実際にアプリを開発しているSACCSYの担当者は「kintoneを活用するお客さまは増えていますが、いまだに手元にあるExcelでデータ管理しているケースは少なくありません。kintoneでアプリ化したその先で、予実管理など複数のアプリの情報を付け合わせての集計などには、krewシリーズが欠かせない存在です」と評価する
メシウスの充実した支援体制に関する評価も高い。「困ったことがあればサポートチームからすぐに支援いただけていますし、頻繁にアップデート情報があるなど、欲しい機能が次々と実現できている印象です。

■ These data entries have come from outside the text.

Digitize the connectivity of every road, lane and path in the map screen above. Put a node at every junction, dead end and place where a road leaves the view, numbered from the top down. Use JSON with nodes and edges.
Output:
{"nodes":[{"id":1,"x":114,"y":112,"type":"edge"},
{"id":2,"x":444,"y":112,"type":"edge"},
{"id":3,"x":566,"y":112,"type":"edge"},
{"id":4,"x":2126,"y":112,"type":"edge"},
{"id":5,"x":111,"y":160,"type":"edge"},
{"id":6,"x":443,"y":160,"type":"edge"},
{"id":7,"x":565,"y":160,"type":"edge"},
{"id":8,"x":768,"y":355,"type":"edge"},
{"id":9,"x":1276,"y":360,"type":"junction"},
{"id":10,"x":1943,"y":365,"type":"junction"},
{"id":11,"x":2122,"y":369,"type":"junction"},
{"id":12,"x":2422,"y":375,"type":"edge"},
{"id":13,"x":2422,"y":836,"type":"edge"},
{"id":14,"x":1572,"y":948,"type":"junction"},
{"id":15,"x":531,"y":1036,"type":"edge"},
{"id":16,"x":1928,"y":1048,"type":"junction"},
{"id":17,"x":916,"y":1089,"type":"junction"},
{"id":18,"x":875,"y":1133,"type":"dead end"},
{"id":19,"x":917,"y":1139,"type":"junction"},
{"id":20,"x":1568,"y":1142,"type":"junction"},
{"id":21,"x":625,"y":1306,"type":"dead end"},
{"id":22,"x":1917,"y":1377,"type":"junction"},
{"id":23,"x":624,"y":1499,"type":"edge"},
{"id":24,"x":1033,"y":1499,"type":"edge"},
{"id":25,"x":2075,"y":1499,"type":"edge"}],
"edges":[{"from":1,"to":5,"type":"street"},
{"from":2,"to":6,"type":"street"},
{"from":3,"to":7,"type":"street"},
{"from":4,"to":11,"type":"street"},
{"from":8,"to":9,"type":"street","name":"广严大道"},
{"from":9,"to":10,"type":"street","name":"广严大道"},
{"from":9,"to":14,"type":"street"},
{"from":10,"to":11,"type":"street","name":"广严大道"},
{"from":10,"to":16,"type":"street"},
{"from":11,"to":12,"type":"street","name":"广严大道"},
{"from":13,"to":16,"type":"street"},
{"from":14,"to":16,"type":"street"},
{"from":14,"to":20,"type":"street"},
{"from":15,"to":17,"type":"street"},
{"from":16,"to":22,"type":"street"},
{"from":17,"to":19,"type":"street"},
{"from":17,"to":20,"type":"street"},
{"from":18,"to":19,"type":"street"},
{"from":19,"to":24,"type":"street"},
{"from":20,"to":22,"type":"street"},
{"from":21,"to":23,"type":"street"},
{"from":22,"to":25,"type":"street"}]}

ヘルプページはもちろん、krewDataドリルなどの学習コンテンツも豊富にあるため、その内容を応用して必要な機能が実装しやすいなど、とてもありがたい」と行武氏は述べる。
kintoneの導入支援を手掛けているSACCSYについては、「メンバーのレベルが非常に高く、気遣いもしっかりしてくれます。まさに我々が求めている機能を再現いただいており、とてもありがたい。手厚い支援のおかげで、管理部門やマーケティング領域でも活用もどんどん広がっています」と村里氏は高く評価する。
事業拡大に向けた情報分析、krewシリーズで経営情報の可視化をさらに加速させたい
さまざまな取り組みにチャレンジしている同法人だが、顧客分析を通じて価値提供できる相手をしっかり検討していきながら、さらに事業を拡大させていきたいという。「どうしてもリソースが限られているため、kintoneおよびkrewシリーズで得られた情報を可視化、分析していることで、さらなる価値提供につなげていきたい」と村里氏は意欲的だ。経営判断に必要な情報の可視化はまだ道半ばにあるため、今後もkrewシリーズが活躍する場面は多いと期待する。
また、現状は助成金など国に対して電子申請による手続きが必要で、kintoneとの連携が十分に行うことが難しい。うまく連携できるアプローチを検討していきながら、さらなる業務効率化につなげていきたいという。未導入のkrewSheetに関しては、現状進めているさまざまな取り組みがひと段落した段階で、次のステップで必要に応じて検討したいと今後について語っていただいた。